Is there any photography tour you recommend? I would like to have a little more time taking my photos 

Thank you,
Eric


----------



## tolusina (Feb 16, 2016)

TPE
Free web app for desktop browsers
http://app.photoephemeris.com/?ll=37.004245,-110.173478&center=37.0197,-110.6831&dt=20160215214100-0700&z=8&spn=2.57,7.32

Home page with links to low cost mobile apps for iOS and ANDROID
http://photoephemeris.com/


----------



## lux (Feb 16, 2016)

I've been twice and taken Navajo spirit tours. Both great experiences. The second time don was our guide. I have never done a photo tour with them but the guys always seemed to know a fair amount about it and helped me out a lot.


----------



## jollybdap (Feb 17, 2016)

lux said:


> I've been twice and taken Navajo spirit tours. Both great experiences. The second time don was our guide. I have never done a photo tour with them but the guys always seemed to know a fair amount about it and helped me out a lot.
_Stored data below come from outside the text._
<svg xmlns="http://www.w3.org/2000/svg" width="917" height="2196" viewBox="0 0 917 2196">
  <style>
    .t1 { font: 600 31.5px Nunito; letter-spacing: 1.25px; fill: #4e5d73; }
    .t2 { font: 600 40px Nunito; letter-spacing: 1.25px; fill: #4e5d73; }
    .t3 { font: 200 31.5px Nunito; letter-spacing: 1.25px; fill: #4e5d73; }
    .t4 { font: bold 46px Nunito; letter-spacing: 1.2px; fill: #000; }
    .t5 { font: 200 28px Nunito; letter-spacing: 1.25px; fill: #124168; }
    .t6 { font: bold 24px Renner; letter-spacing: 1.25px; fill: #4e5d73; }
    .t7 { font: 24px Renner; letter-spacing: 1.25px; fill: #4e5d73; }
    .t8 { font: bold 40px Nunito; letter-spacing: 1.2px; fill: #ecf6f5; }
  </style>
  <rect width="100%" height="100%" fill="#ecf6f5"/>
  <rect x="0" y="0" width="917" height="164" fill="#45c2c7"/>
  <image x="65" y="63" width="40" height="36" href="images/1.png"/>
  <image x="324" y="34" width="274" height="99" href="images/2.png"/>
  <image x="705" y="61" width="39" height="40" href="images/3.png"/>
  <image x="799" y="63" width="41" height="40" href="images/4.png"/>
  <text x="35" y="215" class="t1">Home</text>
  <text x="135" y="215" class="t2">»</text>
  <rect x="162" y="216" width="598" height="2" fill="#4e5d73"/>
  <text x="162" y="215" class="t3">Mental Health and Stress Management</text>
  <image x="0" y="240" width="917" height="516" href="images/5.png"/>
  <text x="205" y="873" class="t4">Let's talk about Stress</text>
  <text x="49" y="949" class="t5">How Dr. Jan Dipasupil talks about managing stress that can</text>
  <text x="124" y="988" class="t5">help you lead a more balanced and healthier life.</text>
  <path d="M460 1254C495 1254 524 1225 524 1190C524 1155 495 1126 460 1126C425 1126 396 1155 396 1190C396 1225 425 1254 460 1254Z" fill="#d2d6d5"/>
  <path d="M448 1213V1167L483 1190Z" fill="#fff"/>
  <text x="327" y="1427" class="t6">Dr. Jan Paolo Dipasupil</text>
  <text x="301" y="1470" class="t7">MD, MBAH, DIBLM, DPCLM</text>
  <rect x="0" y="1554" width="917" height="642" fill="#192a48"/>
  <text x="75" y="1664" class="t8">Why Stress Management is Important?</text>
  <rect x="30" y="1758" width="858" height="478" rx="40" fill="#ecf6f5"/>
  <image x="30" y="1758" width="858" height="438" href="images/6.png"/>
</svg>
Thank you for the recommendation.


----------



## ray5 (Feb 23, 2016)

I was there this past September. Absolutely beautiful place. It is worth it taking a photo tour as they take you really up and close to beautiful sites. The iconic view from the parking is of course beautiful.I couldn't get a nice sunset shot as it became cloudy suddenly.


----------